[Saved data entries]
__________________________________________________
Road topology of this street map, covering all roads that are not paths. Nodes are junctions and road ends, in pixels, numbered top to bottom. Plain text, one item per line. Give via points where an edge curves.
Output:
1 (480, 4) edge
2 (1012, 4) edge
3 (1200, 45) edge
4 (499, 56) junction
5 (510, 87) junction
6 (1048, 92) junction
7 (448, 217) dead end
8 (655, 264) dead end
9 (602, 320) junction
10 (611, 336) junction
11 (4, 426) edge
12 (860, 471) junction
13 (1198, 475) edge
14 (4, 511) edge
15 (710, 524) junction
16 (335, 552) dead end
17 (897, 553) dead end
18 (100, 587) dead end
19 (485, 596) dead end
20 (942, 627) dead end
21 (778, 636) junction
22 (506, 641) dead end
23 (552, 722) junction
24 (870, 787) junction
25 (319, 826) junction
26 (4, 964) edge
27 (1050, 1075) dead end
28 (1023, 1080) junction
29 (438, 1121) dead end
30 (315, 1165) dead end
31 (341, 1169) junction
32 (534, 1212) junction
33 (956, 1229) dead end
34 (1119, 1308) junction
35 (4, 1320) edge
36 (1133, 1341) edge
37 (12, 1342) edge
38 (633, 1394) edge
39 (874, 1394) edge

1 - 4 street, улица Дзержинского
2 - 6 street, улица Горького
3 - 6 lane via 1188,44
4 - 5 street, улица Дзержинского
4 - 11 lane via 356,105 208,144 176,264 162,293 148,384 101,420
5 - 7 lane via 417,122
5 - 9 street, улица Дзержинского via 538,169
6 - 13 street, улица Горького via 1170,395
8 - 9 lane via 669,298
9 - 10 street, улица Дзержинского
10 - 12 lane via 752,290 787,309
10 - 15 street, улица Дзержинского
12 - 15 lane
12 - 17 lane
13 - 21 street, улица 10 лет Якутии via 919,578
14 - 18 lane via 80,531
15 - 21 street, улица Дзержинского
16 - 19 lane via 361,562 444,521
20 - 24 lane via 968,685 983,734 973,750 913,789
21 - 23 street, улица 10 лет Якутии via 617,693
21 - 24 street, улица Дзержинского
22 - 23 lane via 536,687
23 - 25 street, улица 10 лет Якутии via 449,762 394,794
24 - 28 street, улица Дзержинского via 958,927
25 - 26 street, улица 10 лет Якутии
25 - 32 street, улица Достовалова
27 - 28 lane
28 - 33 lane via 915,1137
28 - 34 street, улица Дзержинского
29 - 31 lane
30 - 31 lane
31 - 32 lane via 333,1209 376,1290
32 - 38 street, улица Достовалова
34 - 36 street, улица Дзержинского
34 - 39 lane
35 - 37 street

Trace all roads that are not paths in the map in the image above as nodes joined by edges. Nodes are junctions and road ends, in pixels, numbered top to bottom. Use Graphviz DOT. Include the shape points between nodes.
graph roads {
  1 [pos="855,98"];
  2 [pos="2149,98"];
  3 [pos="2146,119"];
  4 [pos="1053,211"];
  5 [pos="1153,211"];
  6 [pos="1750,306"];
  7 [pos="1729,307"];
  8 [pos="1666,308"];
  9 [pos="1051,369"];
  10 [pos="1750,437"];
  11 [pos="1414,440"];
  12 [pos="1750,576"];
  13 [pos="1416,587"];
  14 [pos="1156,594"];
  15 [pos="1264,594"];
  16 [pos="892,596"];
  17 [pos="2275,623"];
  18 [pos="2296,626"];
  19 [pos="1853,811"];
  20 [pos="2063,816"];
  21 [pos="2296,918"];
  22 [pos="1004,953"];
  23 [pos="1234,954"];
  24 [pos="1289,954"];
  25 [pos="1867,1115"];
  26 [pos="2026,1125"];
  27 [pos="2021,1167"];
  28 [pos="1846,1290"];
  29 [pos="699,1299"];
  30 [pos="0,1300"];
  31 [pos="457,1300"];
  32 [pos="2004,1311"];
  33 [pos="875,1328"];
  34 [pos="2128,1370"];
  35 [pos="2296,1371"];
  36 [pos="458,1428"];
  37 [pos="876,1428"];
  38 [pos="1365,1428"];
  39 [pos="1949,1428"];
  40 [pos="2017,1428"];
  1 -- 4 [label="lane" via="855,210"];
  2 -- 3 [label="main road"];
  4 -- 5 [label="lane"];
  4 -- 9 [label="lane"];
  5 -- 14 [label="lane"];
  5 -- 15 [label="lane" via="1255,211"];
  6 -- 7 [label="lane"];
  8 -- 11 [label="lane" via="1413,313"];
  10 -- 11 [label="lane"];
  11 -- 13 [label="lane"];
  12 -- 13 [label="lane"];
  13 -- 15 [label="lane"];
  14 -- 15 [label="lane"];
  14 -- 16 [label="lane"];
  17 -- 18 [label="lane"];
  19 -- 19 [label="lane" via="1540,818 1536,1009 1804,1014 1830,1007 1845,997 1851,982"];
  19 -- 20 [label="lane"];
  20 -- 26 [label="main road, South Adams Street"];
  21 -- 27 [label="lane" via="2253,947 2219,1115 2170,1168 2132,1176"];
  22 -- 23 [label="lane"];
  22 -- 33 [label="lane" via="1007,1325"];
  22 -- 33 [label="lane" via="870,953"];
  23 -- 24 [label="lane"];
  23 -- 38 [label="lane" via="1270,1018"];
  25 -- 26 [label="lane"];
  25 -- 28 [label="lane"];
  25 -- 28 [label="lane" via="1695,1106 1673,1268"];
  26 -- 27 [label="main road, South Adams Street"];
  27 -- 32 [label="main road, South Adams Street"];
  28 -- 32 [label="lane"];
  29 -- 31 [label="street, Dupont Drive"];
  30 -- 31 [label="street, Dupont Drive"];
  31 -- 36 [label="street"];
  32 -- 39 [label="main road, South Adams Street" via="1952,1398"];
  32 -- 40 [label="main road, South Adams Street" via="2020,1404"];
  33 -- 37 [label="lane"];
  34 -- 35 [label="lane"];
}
__________________________________________________
# Requirement
Look through the entries for the string "Drive". Every line that has it belongs in the answer.

# Written answer
  29 -- 31 [label="street, Dupont Drive"];
  30 -- 31 [label="street, Dupont Drive"];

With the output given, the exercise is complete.